Time is referred to throughout the play, bolstered by related motifs of Zeus's newness as ruler, generational conflicts among the gods, and the importance of Fate. Prometheus shows a certain conflict between speaking and remaining silent, knowing that the proper time to reveal his prophesy to Zeus has not yet come. In connection with the importance of delay here, conversations in the play often involve procrastination techniques. It takes repeated prodding by the Chorus to get Prometheus to tell the true cause of his punishment, and a similar scenario is repeated with Io. Prometheus suggests that there is a right time and a wrong time for reconciliation, but that at the right time both sides will be ready. Repeated references are made to Zeus's newness as a ruler, weakening his claim to power somewhat, since age is seen as a mark of power. Human beings, for example, are seen as insignificant because they are only "creatures of a day." The passing of time is significant for the generational conflict referred to throughout the play: the older Titans battled the younger Zeus and lost so that a new generation now sits in power. The conflict yields credibility to the prophecy that Zeus will be overthrown by a future son, thus continuing the generational strife. Finally, time is important in its link to Fate. Fate decrees how an individual's life progresses through time and it mandates a particular unchangeable future. Fate, as Prometheus points out, is stronger than Zeus himself, so that even the greatest power is trapped along with all others in the stream of time.

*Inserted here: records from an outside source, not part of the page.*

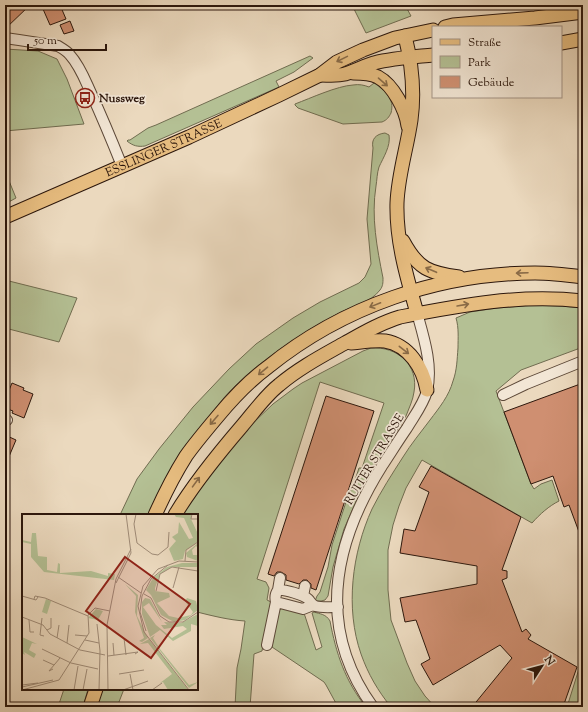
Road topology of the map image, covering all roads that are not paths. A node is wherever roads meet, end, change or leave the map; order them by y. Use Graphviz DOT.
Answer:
graph roads {
  1 [pos="583,12"];
  2 [pos="469,25"];
  3 [pos="457,26"];
  4 [pos="432,30"];
  5 [pos="405,36"];
  6 [pos="5,38"];
  7 [pos="583,40"];
  8 [pos="562,43"];
  9 [pos="432,55"];
  10 [pos="410,57"];
  11 [pos="347,73"];
  12 [pos="320,75"];
  13 [pos="409,132"];
  14 [pos="122,166"];
  15 [pos="5,217"];
  16 [pos="398,229"];
  17 [pos="583,277"];
  18 [pos="469,278"];
  19 [pos="412,292"];
  20 [pos="583,301"];
  21 [pos="417,313"];
  22 [pos="340,346"];
  23 [pos="583,361"];
  24 [pos="427,390"];
  25 [pos="503,395"];
  26 [pos="156,514"];
  27 [pos="176,514"];
  28 [pos="280,578"];
  29 [pos="278,590"];
  30 [pos="276,602"];
  31 [pos="313,605"];
  32 [pos="338,607"];
  33 [pos="267,645"];
  34 [pos="96,690"];
  35 [pos="90,707"];
  36 [pos="374,707"];
  1 -- 2 [label="main road"];
  2 -- 3 [label="main road"];
  4 -- 5 [label="main road, ESSLINGER STRASSE"];
  5 -- 10 [label="main road"];
  5 -- 12 [label="main road, ESSLINGER STRASSE, one-way"];
  6 -- 14 [label="street"];
  7 -- 8 [label="main road"];
  9 -- 10 [label="main road, ESSLINGER STRASSE"];
  10 -- 11 [label="main road, ESSLINGER STRASSE"];
  10 -- 13 [label="main road"];
  11 -- 12 [label="main road, ESSLINGER STRASSE"];
  11 -- 13 [label="main road, one-way"];
  12 -- 14 [label="main road, ESSLINGER STRASSE"];
  13 -- 16 [label="main road"];
  14 -- 15 [label="main road, ESSLINGER STRASSE"];
  18 -- 16 [label="main road, one-way"];
  16 -- 19 [label="main road"];
  17 -- 18 [label="main road, one-way"];
  18 -- 19 [label="main road"];
  19 -- 21 [label="main road"];
  19 -- 26 [label="main road, one-way"];
  21 -- 20 [label="main road, one-way"];
  21 -- 22 [label="main road"];
  21 -- 24 [label="street, RUITER STRASSE"];
  22 -- 24 [label="main road, one-way"];
  27 -- 22 [label="main road, one-way"];
  23 -- 25 [label="street"];
  24 -- 32 [label="street, RUITER STRASSE"];
  28 -- 29 [label="street"];
  29 -- 30 [label="street"];
  29 -- 31 [label="street"];
  30 -- 31 [label="street"];
  30 -- 33 [label="street"];
  31 -- 32 [label="street"];
  32 -- 36 [label="street, RUITER STRASSE"];
  34 -- 35 [label="main road"];
}
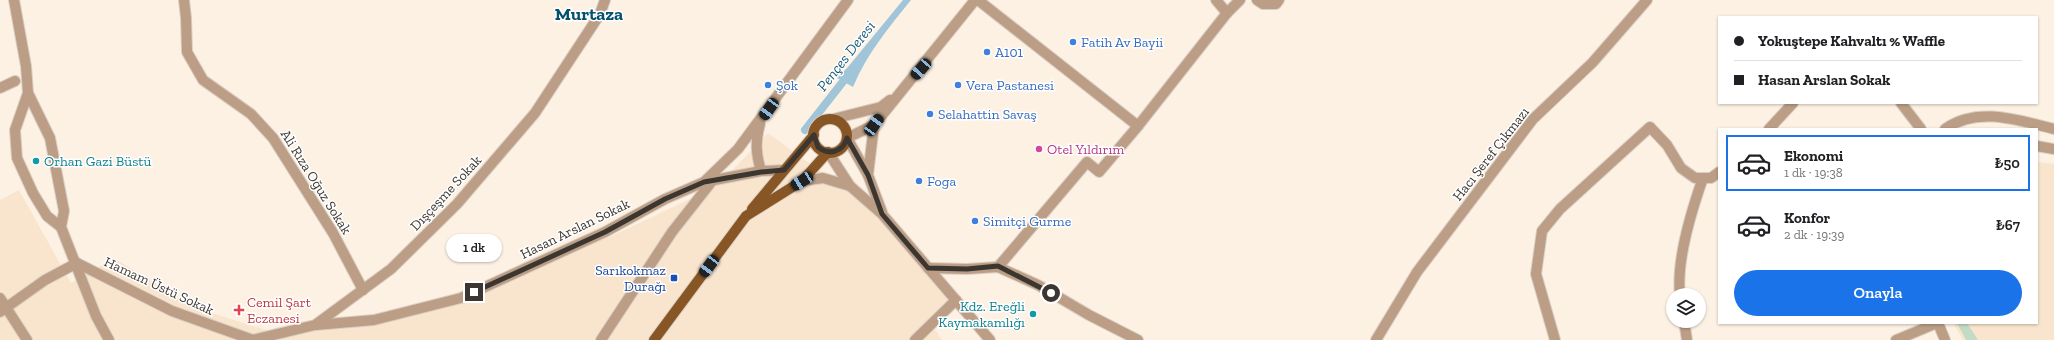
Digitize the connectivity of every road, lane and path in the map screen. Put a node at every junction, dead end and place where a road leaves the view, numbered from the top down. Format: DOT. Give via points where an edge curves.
graph roads {
  1 [pos="14,0"];
  2 [pos="184,0"];
  3 [pos="605,0"];
  4 [pos="848,0"];
  5 [pos="974,0"];
  6 [pos="978,0"];
  7 [pos="1216,0"];
  8 [pos="1240,0"];
  9 [pos="1257,0"];
  10 [pos="1279,0"];
  11 [pos="1647,0"];
  12 [pos="1227,13"];
  13 [pos="15,81"];
  14 [pos="0,88"];
  15 [pos="28,93"];
  16 [pos="898,94"];
  17 [pos="1792,104"];
  18 [pos="1901,104"];
  19 [pos="833,119"];
  20 [pos="760,120"];
  21 [pos="874,125"];
  22 [pos="1138,126"];
  23 [pos="1770,128"];
  24 [pos="1920,128"];
  25 [pos="1946,128"];
  26 [pos="2054,129"];
  27 [pos="814,135"];
  28 [pos="847,138"];
  29 [pos="2038,146"];
  30 [pos="2054,149"];
  31 [pos="828,152"];
  32 [pos="784,170"];
  33 [pos="761,172"];
  34 [pos="1718,173"];
  35 [pos="868,175"];
  36 [pos="1703,178"];
  37 [pos="709,181"];
  38 [pos="802,181"];
  39 [pos="850,186"];
  40 [pos="882,214"];
  41 [pos="746,216"];
  42 [pos="62,227"];
  43 [pos="77,263"];
  44 [pos="998,266"];
  45 [pos="928,268"];
  46 [pos="1679,288"];
  47 [pos="363,290"];
  48 [pos="0,298"];
  49 [pos="956,300"];
  50 [pos="3,310"];
  51 [pos="1935,324"];
  52 [pos="1937,324"];
  53 [pos="315,325"];
  54 [pos="1685,328"];
  55 [pos="27,340"];
  56 [pos="110,340"];
  57 [pos="252,340"];
  58 [pos="600,340"];
  59 [pos="654,340"];
  60 [pos="915,340"];
  61 [pos="990,340"];
  62 [pos="1138,340"];
  63 [pos="1376,340"];
  64 [pos="1555,340"];
  65 [pos="1687,340"];
  66 [pos="1896,340"];
  67 [pos="1945,340"];
  1 -- 15 [label="street" via="26,66"];
  2 -- 47 [label="street, Ali Rıza Oğuz Sokak" via="187,52 202,80 251,114 273,138 333,233"];
  3 -- 47 [label="street, Dışçeşme Sokak" via="600,14 535,113 457,204 391,269"];
  4 -- 20 [label="street, Hasan Arslan Sokak"];
  5 -- 16 [label="street" via="921,69"];
  6 -- 22 [label="street"];
  7 -- 12 [label="street"];
  8 -- 12 [label="street"];
  9 -- 10 [label="street" via="1263,4 1276,4"];
  11 -- 63 [label="street, Hacı Şeref Çıkmazı" via="1593,62 1533,119 1417,272"];
  12 -- 22 [label="street"];
  13 -- 14 [label="street"];
  15 -- 42 [label="street" via="50,138 64,211"];
  15 -- 42 [label="street" via="15,130 17,158 47,216"];
  16 -- 19 [label="street" via="881,107"];
  16 -- 21 [label="street"];
  17 -- 23 [label="street"];
  18 -- 24 [label="street"];
  19 -- 27 [label="main road" via="818,124"];
  19 -- 28 [label="main road" via="843,124"];
  20 -- 33 [label="street, Hasan Arslan Sokak" via="756,140"];
  20 -- 37 [label="street, Hasan Arslan Sokak"];
  21 -- 28 [label="street"];
  21 -- 35 [label="street"];
  22 -- 44 [label="street" via="1099,172 1087,162"];
  25 -- 26 [label="street" via="1971,117 1989,115"];
  27 -- 31 [label="main road" via="818,147"];
  27 -- 32 [label="main road"];
  28 -- 31 [label="main road" via="838,151"];
  28 -- 35 [label="street"];
  29 -- 30 [label="street"];
  31 -- 38 [label="main road"];
  31 -- 39 [label="street"];
  32 -- 33 [label="street, Hasan Arslan Sokak"];
  32 -- 41 [label="main road"];
  33 -- 37 [label="street, Hasan Arslan Sokak"];
  34 -- 36 [label="street" via="1711,178"];
  35 -- 40 [label="street"];
  36 -- 46 [label="street" via="1692,210 1678,277"];
  36 -- 64 [label="street" via="1695,178 1681,168 1667,145 1650,127 1560,209 1542,231 1536,274"];
  37 -- 53 [label="street, Hasan Arslan Sokak" via="665,199 605,232 461,298 374,320"];
  37 -- 58 [label="street, Hasan Arslan Sokak"];
  38 -- 39 [label="street" via="823,178"];
  38 -- 41 [label="main road"];
  39 -- 40 [label="street"];
  40 -- 45 [label="street"];
  41 -- 59 [label="main road"];
  42 -- 43 [label="street"];
  43 -- 50 [label="street" via="45,280"];
  43 -- 56 [label="street" via="96,316"];
  43 -- 57 [label="street, Hamam Üstü Sokak" via="172,310"];
  44 -- 45 [label="street" via="967,269"];
  44 -- 62 [label="street"];
  45 -- 49 [label="street"];
  47 -- 53 [label="street, Dışçeşme Sokak"];
  48 -- 50 [label="street"];
  49 -- 60 [label="street"];
  49 -- 61 [label="street"];
  50 -- 55 [label="street"];
  51 -- 66 [label="street"];
  52 -- 67 [label="street"];
  53 -- 57 [label="street, Dışçeşme Sokak"];
  54 -- 65 [label="street"];
}
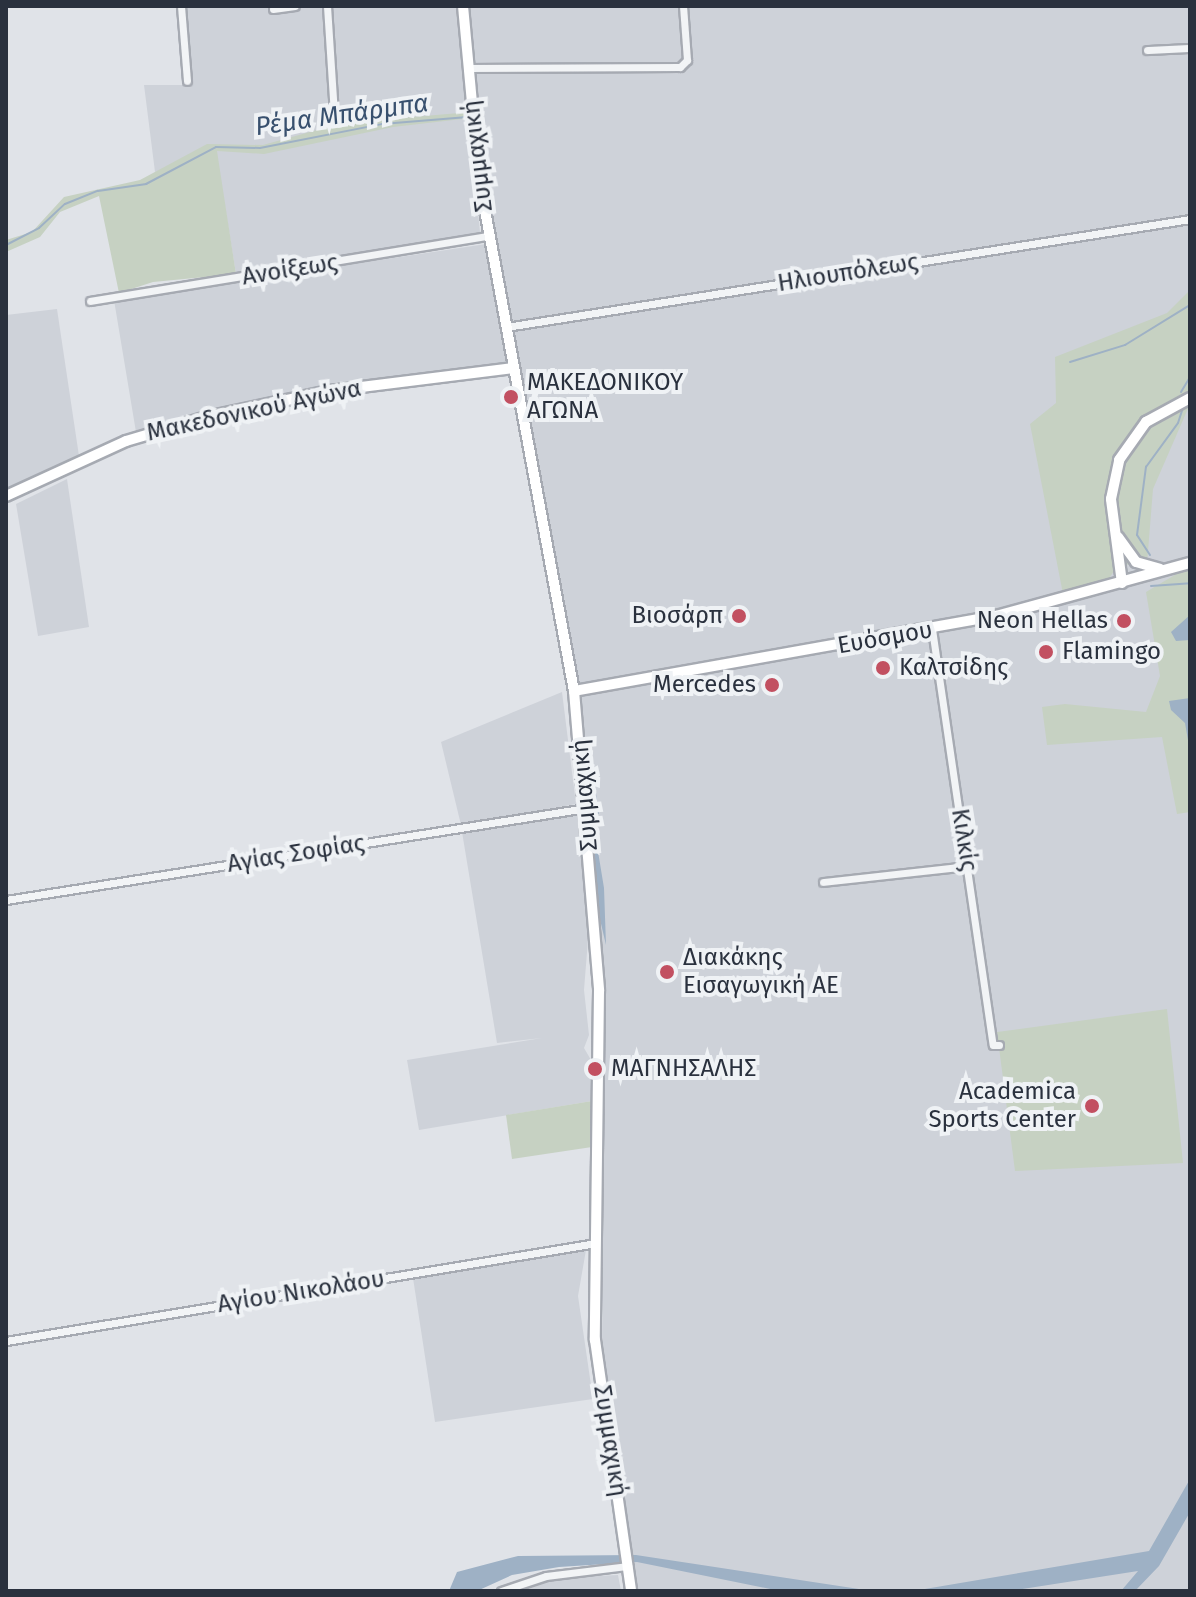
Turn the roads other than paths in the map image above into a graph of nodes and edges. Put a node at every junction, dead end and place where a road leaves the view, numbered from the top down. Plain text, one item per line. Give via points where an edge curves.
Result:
1 (181, 6) edge
2 (295, 6) edge
3 (327, 6) edge
4 (463, 6) edge
5 (683, 6) edge
6 (273, 9) dead end
7 (1190, 48) edge
8 (1147, 50) dead end
9 (468, 68) junction
10 (187, 81) dead end
11 (334, 115) dead end
12 (1190, 219) edge
13 (489, 236) junction
14 (90, 301) dead end
15 (506, 327) junction
16 (514, 368) junction
17 (1190, 398) edge
18 (6, 496) edge
19 (1115, 532) junction
20 (1126, 551) junction
21 (1190, 563) edge
22 (1162, 570) junction
23 (1122, 583) junction
24 (932, 629) junction
25 (574, 691) junction
26 (586, 808) junction
27 (969, 866) junction
28 (823, 882) dead end
29 (6, 900) edge
30 (999, 1045) dead end
31 (596, 1243) junction
32 (6, 1341) edge
33 (628, 1566) junction
34 (501, 1591) edge
35 (631, 1591) edge

1 - 10 street
2 - 6 street
3 - 11 street
4 - 9 street, Συμμαχική
5 - 9 street via 686,64
7 - 8 street
9 - 13 street, Συμμαχική
12 - 15 street, Ηλιουπόλεως
13 - 14 street, Ανοίξεως
13 - 15 street, Συμμαχική
15 - 16 street, Συμμαχική
16 - 18 street, Μακεδονικού Αγώνα via 329,391 207,417 126,441
16 - 25 street, Συμμαχική
17 - 19 street via 1157,412 1126,445 1111,487
19 - 20 street
19 - 23 street
20 - 22 street via 1141,565
20 - 23 street via 1129,566
21 - 22 street, Ευόσμου
22 - 23 street, Ευόσμου
23 - 24 street, Ευόσμου
24 - 25 street, Ευόσμου
24 - 27 street, Κιλκίς
25 - 26 street, Συμμαχική
26 - 29 street, Αγίας Σοφίας
26 - 31 street, Συμμαχική via 599,991
27 - 28 street
27 - 30 street, Κιλκίς via 993,1045
31 - 32 street, Αγίου Νικολάου
31 - 33 street, Συμμαχική via 595,1340
33 - 34 street via 546,1576
33 - 35 street, Συμμαχική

Fire is a very obvious and transparent symbol. It is important, however, that it has the status of a symbol. At the time Prometheus Bound was written, the myth of Prometheus's theft of fire and his punishment was well known. Aeschylus, however, does not dwell on the fire itself, either as cause of Prometheus's punishment or as an item of human value. We can note that Prometheus's theft of fire, while presented as the immediate reason for his punishment, is overshadowed by his further offences, such as defiance to Zeus and his extreme love for humanity. Similarly, Prometheus lists a number of gifts he has given to humanity, fire being only one of these. Interestingly, almost all of the skills Prometheus has taught to humanity do not rely on fire. Fire, then, is presented not as a literal ground of all human progress, but as a symbol of all technological and artistic advancement.